With the veggie crumbles, you wouldn’t even know this tangy, cheesy lasagna is vegetarian! It’s a keeper.
1 smallish eggplant, finely diced (1/4″ cubes)
1 onion, diced
1/4 cup olive oil
About a pound of ground vegetarian “hamburger”
8 oz. mozzarella, part-skim, shredded
4 cups ricotta, low-fat
1/2 cup parmesan
1/3 cup fresh diced parsley
2 jars spaghetti sauce
1 box lasagna
Preheat oven to 350. In large skillet, sauté eggplant and onion in olive oil until onion is partially translucent. Add vegetarian “meat” and stir and warm until heated through. Mix in 1 jar of spaghetti sauce. Warm, then turn off the flame and set aside.
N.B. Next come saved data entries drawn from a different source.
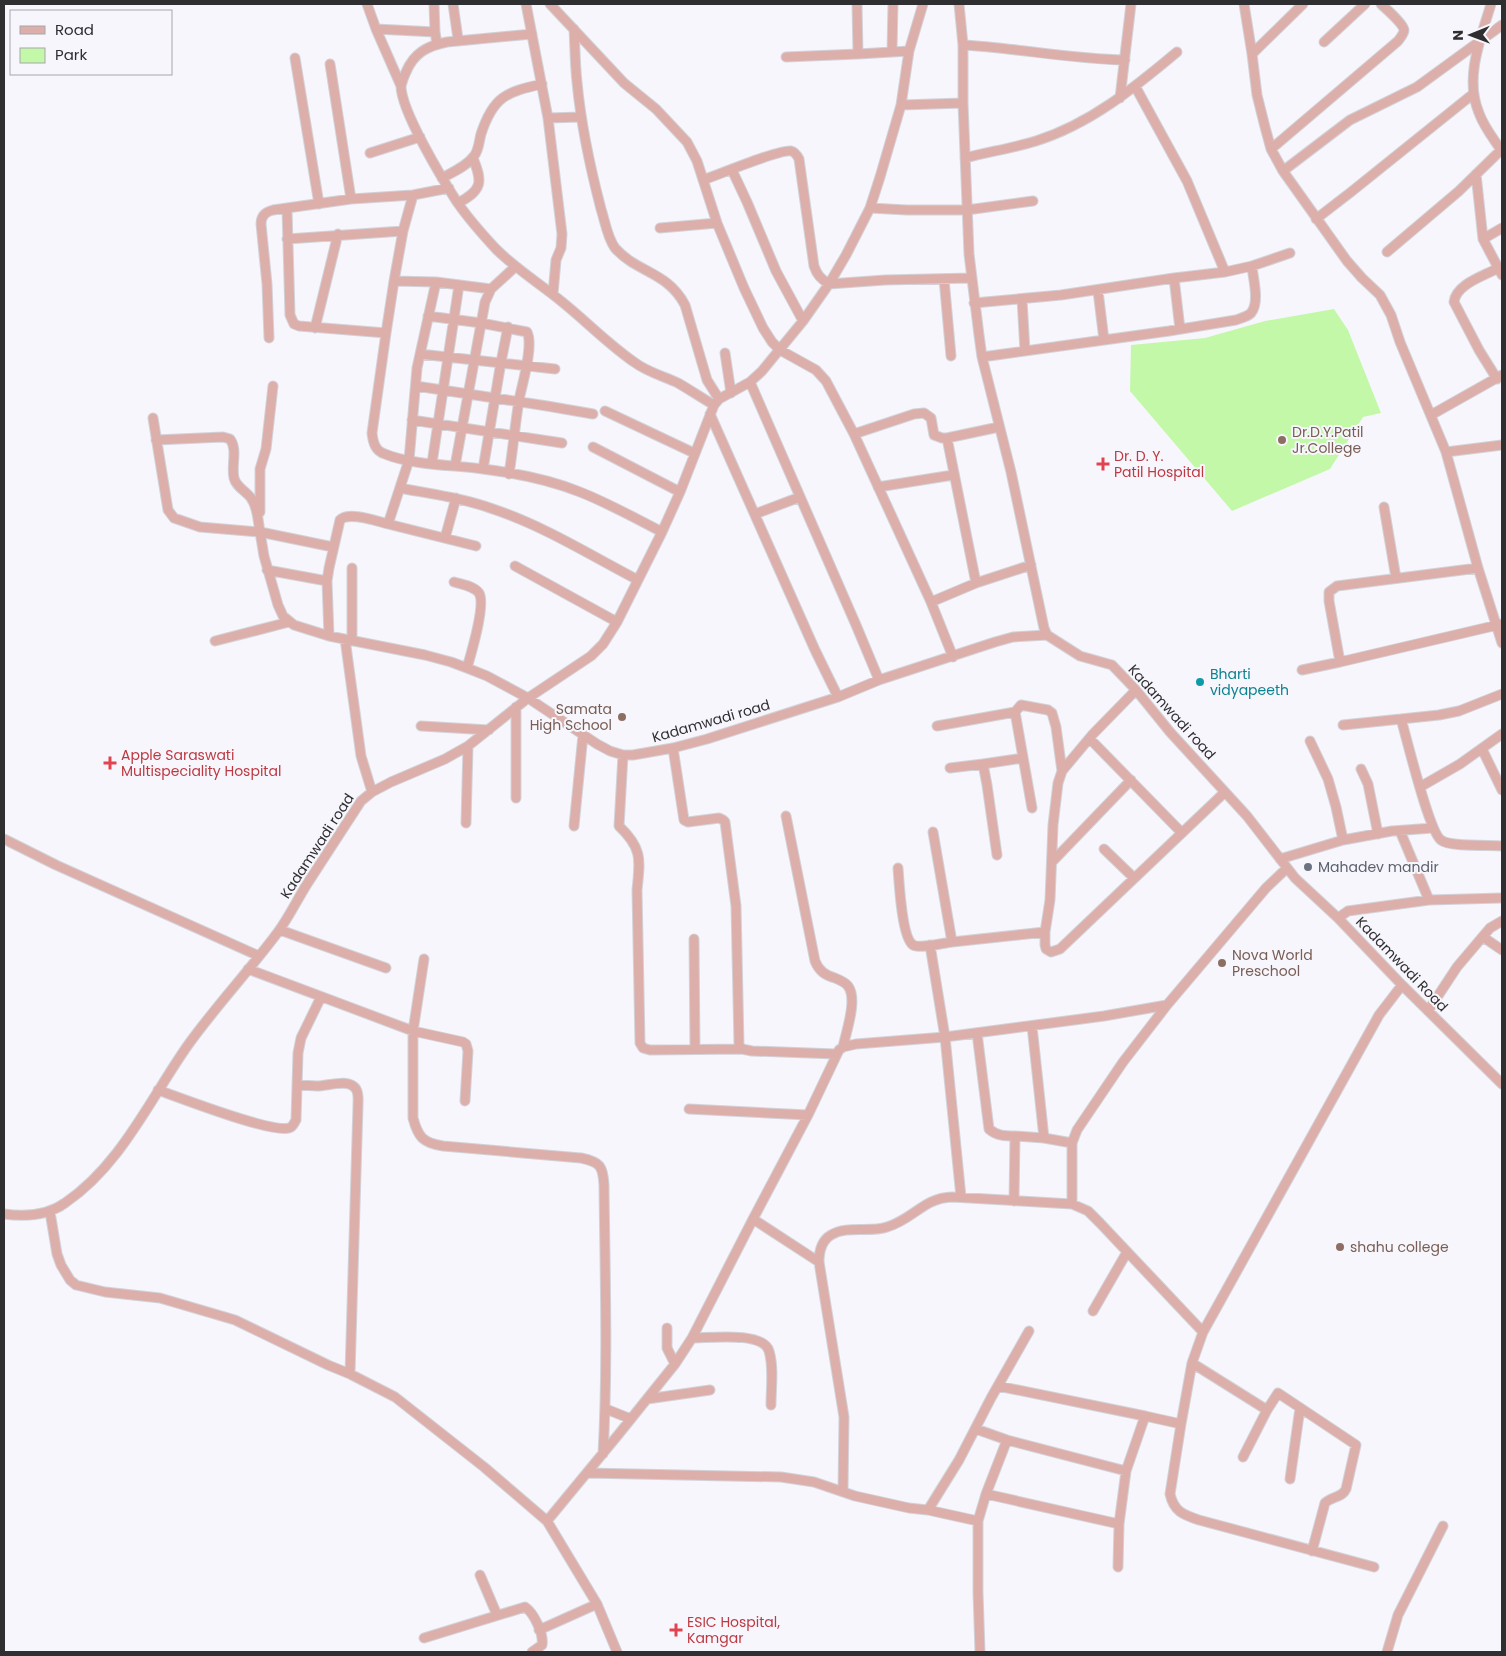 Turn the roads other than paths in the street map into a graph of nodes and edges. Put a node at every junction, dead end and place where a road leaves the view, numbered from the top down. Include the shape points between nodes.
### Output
1 (368, 4) edge
2 (434, 4) edge
3 (452, 4) edge
4 (526, 4) edge
5 (550, 4) edge
6 (857, 4) edge
7 (893, 4) edge
8 (923, 4) edge
9 (959, 4) edge
10 (1131, 4) edge
11 (1244, 4) edge
12 (1303, 4) edge
13 (1365, 4) edge
14 (1381, 4) edge
15 (1491, 4) edge
16 (1502, 25) edge
17 (376, 29) junction
18 (574, 29) junction
19 (435, 32) junction
20 (532, 34) junction
21 (458, 39) junction
22 (1480, 40) junction
23 (1324, 42) dead end
24 (437, 44) junction
25 (963, 45) junction
26 (892, 51) junction
27 (910, 51) junction
28 (1177, 52) dead end
29 (858, 54) junction
30 (1252, 54) junction
31 (786, 57) dead end
32 (295, 58) dead end
33 (1125, 60) junction
34 (330, 64) dead end
35 (542, 84) junction
36 (401, 86) junction
37 (1135, 86) junction
38 (1473, 94) junction
39 (1120, 98) junction
40 (963, 103) junction
41 (900, 105) junction
42 (581, 117) junction
43 (548, 118) junction
44 (420, 137) junction
45 (1271, 149) junction
46 (1502, 149) edge
47 (370, 153) dead end
48 (473, 158) junction
49 (965, 158) junction
50 (732, 170) junction
51 (1283, 171) junction
52 (1476, 174) junction
53 (442, 178) junction
54 (703, 180) junction
55 (449, 188) junction
56 (413, 195) junction
57 (351, 199) junction
58 (1033, 201) dead end
59 (458, 203) junction
60 (319, 204) junction
61 (870, 208) junction
62 (287, 209) junction
63 (967, 210) junction
64 (1316, 218) junction
65 (717, 223) junction
66 (660, 228) dead end
67 (1502, 228) edge
68 (403, 231) junction
69 (338, 234) junction
70 (286, 239) junction
71 (1483, 239) junction
72 (1386, 252) dead end
73 (1290, 254) dead end
74 (1252, 266) junction
75 (515, 267) junction
76 (1225, 272) junction
77 (1500, 272) edge
78 (971, 278) junction
79 (1174, 278) junction
80 (944, 279) junction
81 (394, 281) junction
82 (436, 282) junction
83 (459, 284) junction
84 (830, 284) junction
85 (491, 289) junction
86 (1098, 291) junction
87 (553, 294) junction
88 (1022, 299) junction
89 (974, 303) junction
90 (428, 316) junction
91 (454, 320) junction
92 (803, 321) junction
93 (481, 323) junction
94 (508, 327) junction
95 (315, 328) junction
96 (1180, 330) junction
97 (386, 333) junction
98 (268, 338) dead end
99 (1104, 340) junction
100 (780, 350) junction
101 (1025, 350) junction
102 (725, 353) dead end
103 (420, 354) junction
104 (951, 356) dead end
105 (448, 357) junction
106 (982, 357) junction
107 (474, 359) junction
108 (500, 362) junction
109 (526, 366) junction
110 (555, 369) dead end
111 (1500, 377) edge
112 (750, 382) junction
113 (273, 386) dead end
114 (416, 386) junction
115 (443, 390) junction
116 (468, 393) junction
117 (731, 393) junction
118 (494, 398) junction
119 (519, 402) junction
120 (714, 406) junction
121 (605, 411) dead end
122 (593, 414) dead end
123 (1431, 416) junction
124 (153, 418) dead end
125 (412, 420) junction
126 (438, 423) junction
127 (999, 427) junction
128 (463, 428) junction
129 (489, 431) junction
130 (854, 434) junction
131 (514, 435) junction
132 (947, 438) junction
133 (156, 440) junction
134 (562, 443) dead end
135 (1502, 445) edge
136 (593, 447) dead end
137 (1446, 452) junction
138 (694, 453) junction
139 (409, 460) junction
140 (432, 463) junction
141 (455, 466) junction
142 (483, 469) junction
143 (509, 474) junction
144 (954, 475) junction
145 (878, 487) junction
146 (400, 488) junction
147 (680, 492) junction
148 (800, 497) junction
149 (456, 498) junction
150 (1384, 507) dead end
151 (755, 514) junction
152 (388, 524) junction
153 (260, 532) junction
154 (662, 532) junction
155 (445, 538) junction
156 (476, 546) dead end
157 (333, 547) junction
158 (1032, 565) junction
159 (515, 566) dead end
160 (352, 568) dead end
161 (1478, 568) junction
162 (267, 570) junction
163 (1396, 578) junction
164 (638, 580) junction
165 (328, 581) junction
166 (454, 582) dead end
167 (976, 583) junction
168 (931, 602) junction
169 (290, 622) junction
170 (617, 622) junction
171 (1499, 625) edge
172 (329, 636) junction
173 (1046, 636) junction
174 (348, 640) junction
175 (215, 641) dead end
176 (1502, 643) edge
177 (953, 657) junction
178 (1340, 662) junction
179 (467, 668) junction
180 (1302, 670) dead end
181 (879, 680) junction
182 (1136, 690) junction
183 (1502, 694) edge
184 (838, 697) junction
185 (528, 698) junction
186 (516, 707) junction
187 (1014, 712) junction
188 (1401, 719) junction
189 (1343, 725) dead end
190 (421, 726) dead end
191 (937, 726) dead end
192 (489, 730) junction
193 (1502, 734) edge
194 (583, 735) junction
195 (1090, 739) junction
196 (1310, 741) dead end
197 (468, 746) junction
198 (673, 748) junction
199 (1482, 750) junction
200 (623, 755) junction
201 (1024, 758) junction
202 (983, 764) junction
203 (950, 768) dead end
204 (1361, 769) dead end
205 (1062, 771) junction
206 (1132, 780) junction
207 (1420, 787) junction
208 (1502, 790) edge
209 (372, 792) junction
210 (1225, 792) junction
211 (516, 798) dead end
212 (1032, 808) dead end
213 (786, 816) dead end
214 (466, 823) dead end
215 (574, 826) dead end
216 (1433, 828) junction
217 (1400, 831) junction
218 (933, 832) dead end
219 (1182, 833) junction
220 (1378, 834) junction
221 (4, 839) edge
222 (1343, 840) junction
223 (1502, 846) edge
224 (1104, 849) dead end
225 (997, 855) dead end
226 (1280, 859) junction
227 (1052, 862) junction
228 (898, 868) dead end
229 (1287, 868) junction
230 (1134, 878) junction
231 (1502, 898) edge
232 (1429, 900) junction
233 (1338, 918) junction
234 (1502, 921) edge
235 (280, 930) junction
236 (1045, 932) junction
237 (1483, 937) junction
238 (694, 939) dead end
239 (952, 942) junction
240 (930, 945) junction
241 (1502, 950) edge
242 (259, 956) junction
243 (424, 959) dead end
244 (386, 968) dead end
245 (248, 969) junction
246 (1402, 985) junction
247 (321, 997) junction
248 (1167, 1005) junction
249 (1428, 1011) junction
250 (1032, 1026) junction
251 (413, 1031) junction
252 (977, 1033) junction
253 (945, 1037) junction
254 (695, 1049) junction
255 (742, 1049) junction
256 (840, 1050) junction
257 (1502, 1084) edge
258 (297, 1085) junction
259 (158, 1090) junction
260 (466, 1101) dead end
261 (689, 1109) dead end
262 (808, 1115) junction
263 (1015, 1136) junction
264 (1044, 1138) junction
265 (1072, 1143) junction
266 (961, 1197) junction
267 (1014, 1201) junction
268 (1072, 1204) junction
269 (50, 1212) junction
270 (4, 1214) edge
271 (753, 1219) junction
272 (1127, 1252) junction
273 (818, 1262) junction
274 (1093, 1311) dead end
275 (667, 1328) dead end
276 (1029, 1331) dead end
277 (1203, 1332) junction
278 (692, 1338) junction
279 (1192, 1363) junction
280 (675, 1364) junction
281 (350, 1374) junction
282 (998, 1386) junction
283 (710, 1390) dead end
284 (647, 1399) junction
285 (771, 1405) dead end
286 (606, 1408) junction
287 (1300, 1408) junction
288 (1267, 1410) junction
289 (1145, 1416) junction
290 (631, 1419) junction
291 (1182, 1424) junction
292 (976, 1429) junction
293 (1007, 1440) junction
294 (603, 1454) junction
295 (1243, 1457) dead end
296 (1126, 1471) junction
297 (588, 1473) junction
298 (1290, 1479) dead end
299 (843, 1491) junction
300 (986, 1494) junction
301 (928, 1510) junction
302 (547, 1521) junction
303 (978, 1521) junction
304 (1119, 1524) junction
305 (1443, 1526) dead end
306 (1312, 1551) junction
307 (1118, 1567) dead end
308 (1374, 1567) dead end
309 (480, 1575) dead end
310 (597, 1604) junction
311 (497, 1615) junction
312 (540, 1630) junction
313 (424, 1638) dead end
314 (532, 1652) edge
315 (617, 1652) edge
316 (980, 1652) edge
317 (1387, 1652) edge

1 - 17 street
2 - 19 street
3 - 21 street
4 - 20 street
5 - 18 street
6 - 29 street
7 - 26 street
8 - 27 street
9 - 25 street
10 - 33 street
11 - 30 street
12 - 30 street
13 - 23 street
14 - 45 street via 1401,24 1402,36
15 - 22 street
16 - 22 street
17 - 19 street
17 - 36 street
18 - 42 street
18 - 54 street via 624,83 656,109 687,142
19 - 24 street
20 - 21 street
20 - 35 street
21 - 24 street
22 - 38 street
22 - 51 street via 1417,87 1350,120
24 - 36 street via 414,58
25 - 33 street via 1095,60
25 - 40 street
26 - 27 street
26 - 29 street
27 - 41 street
28 - 37 street
29 - 31 street
30 - 45 street via 1257,96
32 - 60 street
33 - 39 street
34 - 57 street
35 - 43 street
35 - 48 street via 514,91 498,100 485,122
36 - 44 street via 408,113
37 - 39 street
37 - 76 street via 1187,181
38 - 46 street via 1484,125
38 - 64 street
39 - 49 street via 1073,126 1036,141
40 - 41 street
40 - 49 street
41 - 61 street
42 - 43 street
42 - 120 street via 610,240 632,262 664,280 680,295
43 - 87 street via 562,234
44 - 47 street
44 - 53 street
45 - 51 street
46 - 52 street
48 - 53 street
48 - 59 street via 480,174 479,186
49 - 63 street
50 - 54 street
50 - 84 street via 784,151 796,153 814,266
50 - 92 street via 776,271
51 - 64 street
52 - 71 street
52 - 72 street
53 - 55 street
54 - 65 street
55 - 56 street
55 - 59 street
56 - 57 street
56 - 68 street
57 - 60 street
58 - 63 street
59 - 75 street
60 - 62 street
61 - 63 street
61 - 84 street
62 - 70 street
62 - 98 street via 267,212 261,220
63 - 78 street
64 - 123 street via 1347,261 1380,295 1392,315
65 - 66 street
65 - 100 street via 763,328
67 - 71 street
68 - 69 street
68 - 81 street
69 - 70 street
69 - 95 street
70 - 95 street via 291,320 299,326
71 - 77 street
73 - 74 street
74 - 76 street
74 - 96 street via 1255,297 1251,312 1246,317
75 - 85 street
75 - 87 street
76 - 79 street
77 - 111 street via 1462,287 1454,302 1479,350
78 - 80 street
78 - 89 street
79 - 86 street
79 - 96 street
80 - 84 street
80 - 104 street
81 - 82 street
81 - 97 street
82 - 83 street
82 - 90 street
83 - 85 street
83 - 91 street
84 - 92 street
85 - 93 street
86 - 88 street
86 - 99 street
87 - 120 street via 635,363 676,382
88 - 89 street
88 - 101 street
89 - 106 street
90 - 91 street
90 - 103 street
91 - 93 street
91 - 105 street
92 - 100 street
93 - 94 street
93 - 107 street
94 - 108 street
94 - 109 street via 525,330 529,336
95 - 97 street
96 - 99 street
97 - 139 street via 373,442 375,448 385,455
99 - 101 street
100 - 112 street
100 - 130 street via 816,370 826,381
101 - 106 street
102 - 117 street
103 - 105 street
103 - 114 street
105 - 107 street
105 - 115 street
106 - 127 street
107 - 108 street
107 - 116 street
108 - 109 street
108 - 118 street
109 - 110 street
109 - 119 street
111 - 123 street
112 - 117 street
112 - 148 street
113 - 153 street via 266,449 260,469
114 - 115 street
114 - 125 street
115 - 116 street
115 - 126 street
116 - 118 street
116 - 128 street
117 - 120 street
118 - 119 street
118 - 129 street
119 - 122 street
119 - 131 street
120 - 138 street
120 - 151 street
121 - 138 street
123 - 137 street
124 - 133 street
125 - 126 street
125 - 139 street
126 - 128 street
126 - 140 street
127 - 132 street
127 - 158 street
128 - 129 street
128 - 141 street
129 - 131 street
129 - 142 street
130 - 132 street via 924,413 931,418 934,434
130 - 145 street
131 - 134 street
131 - 143 street
132 - 144 street
133 - 153 street via 168,510 174,518 200,527
133 - 153 street via 223,436 230,439 234,447 235,480 251,497
135 - 137 street
136 - 147 street
137 - 161 street
138 - 147 street
139 - 140 street
139 - 146 street
140 - 141 street
141 - 142 street
142 - 143 street
143 - 154 street via 579,491
144 - 145 street
144 - 167 street
145 - 168 street
146 - 149 street
146 - 152 street
147 - 154 street
148 - 151 street
148 - 181 street
149 - 155 street
149 - 164 street via 539,527
150 - 163 street
151 - 184 street
152 - 155 street
152 - 157 street via 342,517
153 - 157 street
153 - 162 street
154 - 164 street
155 - 156 street
157 - 165 street
158 - 167 street
158 - 173 street
159 - 170 street
160 - 174 street
161 - 163 street
161 - 171 street
162 - 165 street
162 - 169 street via 278,605
163 - 178 street via 1336,586 1329,592
164 - 170 street
165 - 172 street
166 - 179 street via 475,589 480,597 476,634
167 - 168 street
168 - 177 street
169 - 172 street
169 - 175 street
170 - 185 street via 591,656
171 - 176 street
171 - 178 street
172 - 174 street
173 - 177 street, Kadamwadi road via 1013,638
173 - 182 street, Kadamwadi road via 1080,656 1112,665
174 - 179 street via 425,655
174 - 209 street via 360,756
177 - 181 street, Kadamwadi road
178 - 180 street
179 - 185 street
181 - 184 street, Kadamwadi road
182 - 195 street
182 - 210 street, Kadamwadi road
183 - 188 street via 1459,712
184 - 198 street, Kadamwadi road
185 - 186 street, Kadamwadi road
185 - 194 street, Kadamwadi road
186 - 192 street, Kadamwadi road
186 - 211 street
187 - 191 street
187 - 201 street
187 - 205 street via 1021,705 1048,710 1052,714
188 - 189 street
188 - 207 street
190 - 192 street
192 - 197 street, Kadamwadi road
193 - 199 street
194 - 200 street, Kadamwadi road
194 - 215 street
195 - 205 street
195 - 206 street
196 - 222 street via 1328,779
197 - 209 street, Kadamwadi road
197 - 214 street
198 - 200 street, Kadamwadi road
198 - 255 street via 684,820 719,818 725,822 736,906 739,1040
199 - 207 street
199 - 208 street
200 - 254 street via 619,826 637,848 639,867 640,1043 650,1050
201 - 202 street
201 - 212 street
202 - 203 street
202 - 225 street
204 - 220 street via 1368,784
205 - 227 street via 1057,792
206 - 219 street
206 - 227 street
207 - 216 street
209 - 235 street, Kadamwadi road via 361,801
210 - 219 street
210 - 226 street, Kadamwadi road
213 - 256 street via 815,961 818,969 848,985 853,1000
216 - 217 street
216 - 223 street via 1437,837 1447,843
217 - 220 street
217 - 232 street
218 - 239 street
219 - 230 street
220 - 222 street
221 - 242 street
222 - 226 street
224 - 230 street
226 - 229 street, Kadamwadi road
227 - 236 street
228 - 240 street via 909,941 918,946
229 - 233 street, Kadamwadi road
229 - 248 street via 1266,888
230 - 236 street via 1055,952 1046,949
231 - 232 street, Kadamwadi Road
232 - 233 street, Kadamwadi Road via 1348,911
233 - 246 street, Kadamwadi Road
234 - 237 street
235 - 242 street, Kadamwadi road
235 - 244 street
236 - 239 street
237 - 241 street
237 - 249 street via 1444,984
238 - 254 street
239 - 240 street
240 - 253 street
242 - 245 street, Kadamwadi road
243 - 251 street
245 - 247 street
245 - 259 street, Kadamwadi road via 188,1045
246 - 249 street, Kadamwadi Road
246 - 277 street via 1379,1014
247 - 251 street
247 - 258 street via 300,1038
248 - 250 street
248 - 265 street via 1123,1062 1077,1130
249 - 257 street, Kadamwadi Road
250 - 252 street
250 - 264 street
251 - 260 street via 466,1044
251 - 286 street via 413,1118 420,1137 430,1144 443,1146 581,1158 602,1168
252 - 253 street
252 - 263 street via 989,1129 993,1133
253 - 256 street via 856,1044
253 - 266 street
254 - 255 street
255 - 256 street
256 - 262 street
258 - 259 street via 296,1120 288,1128 249,1121
258 - 281 street via 347,1084 357,1091
259 - 269 street, Kadamwadi road via 136,1127 106,1165 65,1204
261 - 262 street
262 - 271 street
263 - 264 street
263 - 267 street
264 - 265 street
265 - 268 street
266 - 267 street
266 - 273 street via 940,1197 899,1223 885,1228 838,1232 829,1236 819,1250
267 - 268 street
268 - 272 street via 1088,1211
269 - 270 street, Kadamwadi road via 19,1216
269 - 281 street via 57,1254 76,1286 160,1298 235,1320
271 - 273 street
271 - 278 street
272 - 274 street
272 - 277 street
273 - 299 street via 844,1417
275 - 280 street via 667,1348
276 - 282 street
277 - 279 street
278 - 280 street
278 - 285 street via 750,1338 764,1343 769,1349
279 - 288 street
279 - 291 street
280 - 284 street
281 - 302 street via 395,1398
282 - 289 street
282 - 292 street
283 - 284 street
284 - 290 street
286 - 290 street
286 - 294 street
287 - 288 street via 1278,1393
287 - 298 street
287 - 306 street via 1356,1446 1346,1489 1325,1503
288 - 295 street
289 - 291 street
289 - 296 street
290 - 294 street
291 - 306 street via 1170,1494 1177,1510 1185,1516
292 - 293 street
292 - 301 street
293 - 296 street
293 - 300 street
294 - 297 street
296 - 304 street
297 - 299 street via 781,1477
297 - 302 street
299 - 301 street
300 - 303 street
300 - 304 street
301 - 303 street
302 - 310 street
303 - 316 street
304 - 307 street
305 - 317 street via 1398,1615
306 - 308 street
309 - 311 street
310 - 312 street
310 - 315 street
311 - 312 street via 525,1607
311 - 313 street
312 - 314 street via 542,1645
Beat eggs, then mix in ricotta, parmesan, parsley and salt to taste. Spread half of the second jar of spaghetti sauce on the bottom of a lasagna pan. Alternate layers of lasagna noodles, ricotta mixture, mozzarella and “meat” mixture. On the top, spread the rest of the second jar of spaghetti sauce over a noodle layer and then sprinkle with mozzarella cheese.
Cover with tin foil, and bake in preheated oven 45 minutes. Uncover, then bake an additional 15 minutes. Remove from oven; let stand 10-15 minutes before serving.